Happy Birthday Sharon!!! I wish I had known when we were texting yesterday. I agree with Vlad - lots of cake at the next Make and Take - I'll bring at least one.


----------



## DoomBuddy

Have a great birthday. i did not realize our birthdays were so close.


----------



## trishaanne

Happy Birthday Sharon. Hope you have an awesome day. (And yes, Vlad dear, we'll have cake)


----------



## Spooky1

Hapy Birthday, Joiseygal!


----------



## Hauntiholik

Happy birthday Joisey!!! Was it a good one?


----------



## Kaoru

Happy Birthday Girl! Hope you had a great day celebrating. Hugs!


----------



## RoxyBlue

Happy birthday, JG!


----------



## Vlad

> lots of cake at the next Make and Take - I'll bring at least one.
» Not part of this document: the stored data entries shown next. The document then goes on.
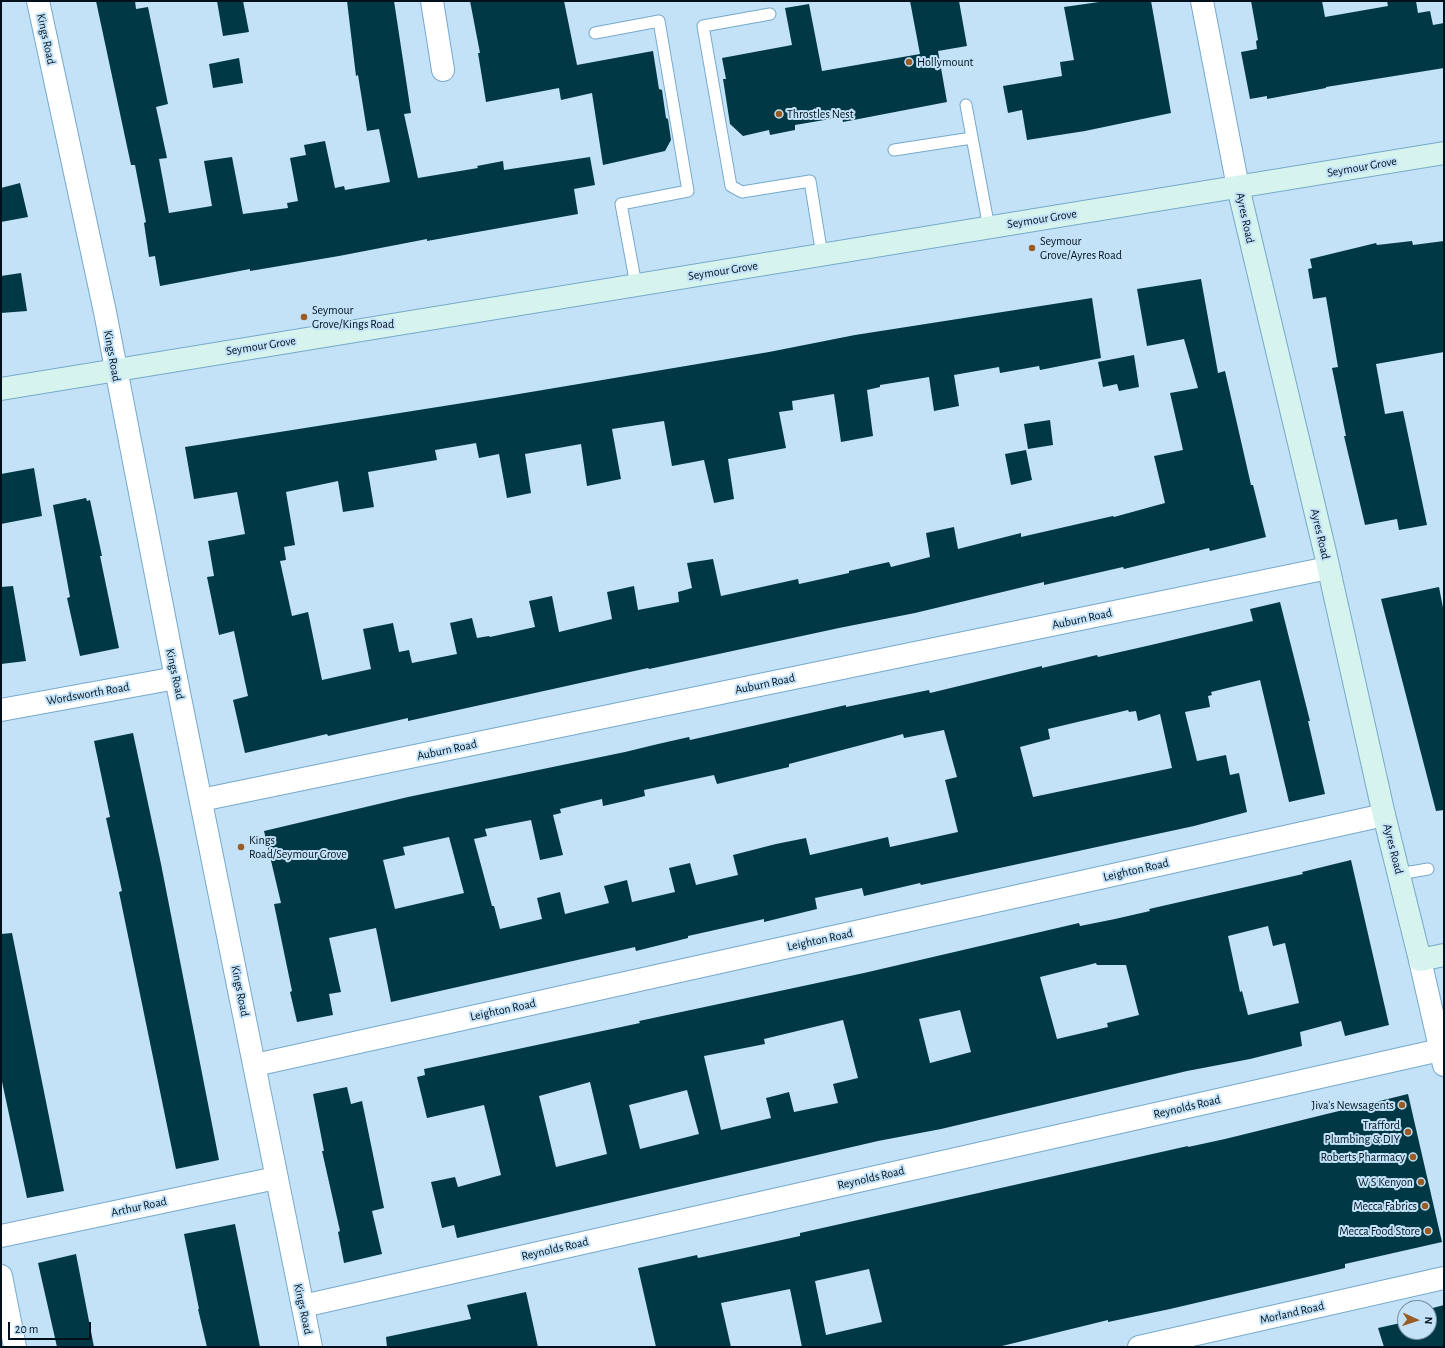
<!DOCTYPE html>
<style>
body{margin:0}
#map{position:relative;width:1445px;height:1348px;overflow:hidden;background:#c3e2f7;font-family:"Alegreya Sans",sans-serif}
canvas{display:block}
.frame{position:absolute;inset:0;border:2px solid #00101c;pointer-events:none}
.north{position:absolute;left:1397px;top:1300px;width:40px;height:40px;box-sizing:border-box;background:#c3e2f7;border:1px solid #758e9f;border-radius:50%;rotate:93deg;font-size:11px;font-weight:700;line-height:16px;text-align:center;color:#00101c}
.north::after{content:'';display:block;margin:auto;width:14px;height:18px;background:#9a5b24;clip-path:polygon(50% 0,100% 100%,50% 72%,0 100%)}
.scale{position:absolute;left:8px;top:1322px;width:83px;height:18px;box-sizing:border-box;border:2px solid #00101c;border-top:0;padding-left:5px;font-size:12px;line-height:14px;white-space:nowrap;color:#00101c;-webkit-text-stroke:3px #c3e2f7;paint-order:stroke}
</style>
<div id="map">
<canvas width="1445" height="1348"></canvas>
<div class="frame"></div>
<div class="north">N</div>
<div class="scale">20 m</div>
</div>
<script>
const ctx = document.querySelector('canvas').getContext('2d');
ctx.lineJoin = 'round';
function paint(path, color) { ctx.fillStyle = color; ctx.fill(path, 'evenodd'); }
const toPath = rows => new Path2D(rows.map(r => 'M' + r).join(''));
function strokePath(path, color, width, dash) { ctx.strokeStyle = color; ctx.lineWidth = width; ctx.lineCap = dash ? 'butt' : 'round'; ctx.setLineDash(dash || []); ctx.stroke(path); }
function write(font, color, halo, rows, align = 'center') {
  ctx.font = font + ' "Alegreya Sans",sans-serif'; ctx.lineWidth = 4; ctx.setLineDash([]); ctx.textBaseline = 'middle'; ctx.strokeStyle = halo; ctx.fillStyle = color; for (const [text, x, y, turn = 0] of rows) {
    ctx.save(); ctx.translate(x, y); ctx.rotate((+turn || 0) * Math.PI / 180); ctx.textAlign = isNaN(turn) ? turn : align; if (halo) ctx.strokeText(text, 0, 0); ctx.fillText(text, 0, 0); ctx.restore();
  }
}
paint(toPath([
 [96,1,135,1,136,9,148,7,168,104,156,107,167,158,159,159,169,213,212,206,204,161,232,157,243,214,288,208,287,203,298,201,290,158,306,155,304,145,325,141,335,188,344,186,345,190,390,182,379,129,367,131,358,75,356,76,347,1,394,1,411,113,404,114,418,178,478,168,477,166,503,161,504,170,590,157,595,185,574,189,578,214,427,241,427,239,339,256,250,271,250,269,160,286,155,256,149,257,144,223,146,222,135,165,131,165],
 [217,1,243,1,249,32,223,36],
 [470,1,564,1,577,65,653,51,659,89,662,90,666,118,668,119,671,140,665,151,603,165,592,93,561,100,559,88,486,102,478,53,480,53],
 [910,1,959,1,967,46,938,51,947,102,843,122,842,117,795,125,795,130,770,135,769,130,743,136,730,124,723,79,726,79,722,58,792,45,785,8,809,4,822,71,920,54],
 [1106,1,1151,1,1171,113,1085,131,1027,140,1022,110,1008,113,1003,86,1062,76,1060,62,1074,60,1064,7],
 [1251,1,1322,1,1325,17,1388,6,1387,1,1416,1,1418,13,1430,11,1433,25,1444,23,1444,68,1326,87,1326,88,1267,99,1267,96,1250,99,1241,52,1257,49,1256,41,1258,40],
 [239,58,243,83,213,88,209,64],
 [20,183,28,217,1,222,1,188],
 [1412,241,1413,245,1444,241,1444,352,1376,364,1385,414,1403,411,1427,525,1399,530,1397,519,1365,525,1344,436,1346,436,1332,368,1338,367,1326,297,1313,299,1308,269,1312,268,1310,259,1376,243,1377,245],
 [21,273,27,311,1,313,1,276],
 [1201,279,1218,373,1225,371,1251,485,1253,485,1266,537,1210,551,1209,548,1124,569,1123,567,1044,585,1044,582,915,613,839,628,649,669,648,668,408,721,408,718,328,736,327,734,245,753,233,700,248,696,234,631,219,635,207,577,214,576,208,541,245,534,237,492,194,499,185,447,507,396,769,352,855,335,1092,298,1101,358,1040,370,1039,366,1000,373,999,367,954,375,959,406,934,411,929,377,880,385,880,387,867,390,873,436,841,442,834,394,792,401,793,410,779,412,786,448,728,459,734,499,714,503,704,460,672,466,664,421,612,429,621,479,587,486,581,444,525,454,531,493,507,498,499,454,479,458,476,443,435,450,437,460,368,472,374,507,343,512,338,481,286,492,295,545,284,547,286,560,280,561,292,616,308,612,322,680,371,669,363,629,393,623,399,652,409,650,412,663,457,654,450,623,472,618,477,638,489,636,490,637,535,627,529,601,552,596,559,632,612,619,607,592,634,586,638,610,679,602,678,592,692,588,687,563,713,559,721,596,798,579,799,584,849,573,849,571,889,562,891,567,930,557,926,533,954,527,958,549,1021,533,1021,537,1113,516,1114,517,1165,503,1154,456,1183,450,1170,393,1198,388,1184,339,1147,346,1137,289],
 [1134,355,1139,387,1119,391,1117,384,1103,387,1098,362],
 [1050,420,1053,445,1028,449,1024,424],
 [1026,450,1032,480,1011,485,1005,454],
 [34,468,42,516,1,524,1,474],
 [86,498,87,501,90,500,102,556,100,556,119,648,80,656,67,598,70,597,53,505],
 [13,586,26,661,1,664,1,587],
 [1439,587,1444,613,1444,810,1436,811,1381,599],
 [1280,602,1310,721,1308,721,1325,794,1289,802,1260,680,1211,692,1212,695,1208,696,1210,707,1185,712,1197,761,1226,755,1230,775,1239,773,1247,812,1194,826,921,885,920,883,864,896,862,888,815,898,817,909,764,922,764,919,688,936,688,938,636,951,635,947,391,1002,376,928,329,938,341,992,329,994,333,1015,297,1022,290,992,292,991,274,904,281,903,264,831,408,797,625,752,658,744,689,737,690,740,846,705,846,707,929,690,930,693,1042,666,1042,668,1097,655,1098,657,1151,645,1253,621,1250,609],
 [1128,710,1129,712,1136,711,1138,721,1160,714,1172,768,1033,797,1020,747,1050,739,1048,729],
 [944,730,957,777,945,780,958,832,890,847,888,837,810,855,806,838,776,844,733,855,738,875,696,885,690,863,669,868,675,892,632,902,627,880,604,886,609,903,565,914,560,892,537,898,542,919,500,929,494,906,492,906,474,839,487,836,485,829,531,820,540,860,563,855,553,815,561,813,560,809,602,799,603,806,625,801,645,796,644,790,714,775,717,784,789,767,789,764,903,734,904,738],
 [449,837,464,893,395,909,383,860,405,855,403,847],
 [133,733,161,864,219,1160,176,1169,119,892,122,891,106,818,110,817,94,741],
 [1351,860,1389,1025,1345,1036,1341,1021,1300,1032,1302,1046,1250,1059,1187,1071,941,1129,878,1141,457,1238,454,1225,442,1228,431,1182,455,1177,458,1187,501,1175,484,1105,427,1118,417,1077,425,1075,424,1069,640,1023,639,1021,864,973,1079,923,1080,926,1115,919,1150,911,1149,909,1303,874,1302,872],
 [1268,926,1273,946,1285,943,1299,1003,1248,1015,1242,991,1240,992,1228,936],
 [1096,963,1097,965,1126,965,1139,1015,1107,1023,1108,1027,1057,1039,1040,977],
 [960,1010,971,1052,930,1063,919,1019],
 [843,1020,858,1078,833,1084,838,1103,794,1112,789,1092,778,1095,766,1098,771,1118,721,1130,704,1056,765,1044,764,1039],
 [590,1082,607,1154,556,1167,539,1096],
 [687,1090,699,1134,640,1149,629,1105],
 [12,933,64,1191,27,1198,1,1077,1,934],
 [347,1087,351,1104,362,1101,384,1208,372,1211,382,1254,344,1263,338,1232,340,1231,322,1151,324,1151,313,1094],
 [1408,1094,1442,1242,1345,1264,1345,1268,1320,1274,1170,1309,1108,1322,1108,1320,998,1347,802,1347,790,1289,721,1303,731,1347,656,1347,638,1268,697,1255,698,1258,750,1247,800,1236,800,1233,1188,1146,1188,1147,1225,1139],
 [869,1269,882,1322,826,1335,815,1281],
 [235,1224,260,1347,207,1347,198,1309,199,1309,184,1234],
 [76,1254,94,1347,57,1347,38,1263],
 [526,1292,538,1347,387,1347,386,1337,471,1319,467,1305],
 [1444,1305,1444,1347,1384,1347,1378,1328,1405,1322,1402,1315,1405,1314,1405,1332,1429,1332,1429,1309]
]), '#003945');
const service = toPath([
 [770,14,703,26,731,186,742,192,810,181,822,255],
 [595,33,659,21,688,191,621,204,636,285],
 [966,105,989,228],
 [894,150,972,138],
 [1399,874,1428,869]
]);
const minor = toPath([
 [432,1,443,70],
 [1202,1,1238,187],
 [1,710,176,678],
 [201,800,1328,568],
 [255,1065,1384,815],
 [1,1236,276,1178],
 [1,1276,15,1347],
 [303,1306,1440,1050],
 [1139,1347,1444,1278]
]);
const tertiary = toPath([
 [38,1,105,312,176,678,311,1347],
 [1420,960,1444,1065]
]);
const secondary = toPath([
 [1238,187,1325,552,1384,815,1420,960,1444,955],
 [1,389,1444,153]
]);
strokePath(service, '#76a9ca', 13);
strokePath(minor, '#76a9ca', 24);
strokePath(tertiary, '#76a9ca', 24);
strokePath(secondary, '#76a9ca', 24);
strokePath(service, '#fff', 11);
strokePath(minor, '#fff', 22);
strokePath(tertiary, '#fff', 22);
strokePath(secondary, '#d6f4ed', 22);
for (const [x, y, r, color] of [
 [909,62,4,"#9a5b24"],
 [779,114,4,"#9a5b24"],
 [1032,248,4,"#9a5b24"],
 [304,317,4,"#9a5b24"],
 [241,847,4,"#9a5b24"],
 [1402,1105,4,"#9a5b24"],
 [1408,1132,4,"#9a5b24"],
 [1413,1157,4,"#9a5b24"],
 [1421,1182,4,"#9a5b24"],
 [1425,1206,4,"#9a5b24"],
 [1428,1231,4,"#9a5b24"]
]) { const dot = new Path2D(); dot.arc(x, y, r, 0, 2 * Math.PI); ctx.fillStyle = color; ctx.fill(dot); strokePath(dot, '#c3e2f7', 1.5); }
write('12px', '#00101c', '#c3e2f7', [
 ["Kings Road",46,39,78],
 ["Seymour Grove",1362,167,-10],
 ["Ayres Road",1245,218,78],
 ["Seymour Grove",1042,219,-9],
 ["Seymour Grove",723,271,-9],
 ["Seymour Grove",261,346,-9],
 ["Kings Road",112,356,80],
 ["Ayres Road",1320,534,77],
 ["Auburn Road",1082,619,-12],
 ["Kings Road",175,674,78],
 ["Auburn Road",765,684,-12],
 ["Wordsworth Road",88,694,-10],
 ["Auburn Road",447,750,-12],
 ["Ayres Road",1393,849,76],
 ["Leighton Road",1136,870,-13],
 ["Leighton Road",820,940,-12],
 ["Kings Road",240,991,79],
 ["Leighton Road",503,1010,-12],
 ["Reynolds Road",1187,1107,-13],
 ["Reynolds Road",871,1178,-13],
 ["Arthur Road",139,1207,-12],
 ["Reynolds Road",555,1249,-13],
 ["Kings Road",303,1309,78],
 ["Morland Road",1292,1313,-13]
]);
write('12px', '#00101c', '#c3e2f7', [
 ["Hollymount",917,62,"left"],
 ["Throstles Nest",787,114,"left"],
 ["Seymour",1040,241,"left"],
 ["Grove/Ayres Road",1040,255,"left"],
 ["Seymour",312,310,"left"],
 ["Grove/Kings Road",312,324,"left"],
 ["Kings",249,840,"left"],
 ["Road/Seymour Grove",249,854,"left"],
 ["Jiva's Newsagents",1394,1105],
 ["Trafford",1400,1125],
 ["Plumbing & DIY",1400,1139],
 ["Roberts Pharmacy",1405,1157],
 ["W S Kenyon",1413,1182],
 ["Mecca Fabrics",1417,1206],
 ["Mecca Food Store",1420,1231]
], 'right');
</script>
That means Rum cake.......


----------



## Joiseygal

Vlad said:


> That means Rum cake.......


Yummmm...did you say rum cake!?!?! Thank you so much for everyone wishing me a Happy Birthday! I was originally going to go to Smithville, NJ, but the weather was rainy so we delayed that event. So I went to a friends house for dinner. I had a great weekend and it felt like it was definitely a special day. Thanks all! 
Oh and we have a few birthday's in our NJ/PA Make and Take so bring on the cake!!!!


----------



## STOLLOWEEN

Happy Birthday!


----------



## randyaz

!!!!!!! HAPPY BIRTHDAY !!!!!!!!! Zombie Girl


----------



## Ervserver

Happy birthday


----------



## GothicCandle

*sings*


Wish you a merry...oh wait wrong song, Happy birthday to you!


----------



## DarkLore

Hb jg


----------



## madmomma

A very happy belated birthday to you! Hope it was great


----------



## hpropman

Happy Birthday Sharon! Yes cake at the next meeting


----------



## Death's Door

Happy Birthday to ya!!!!!


----------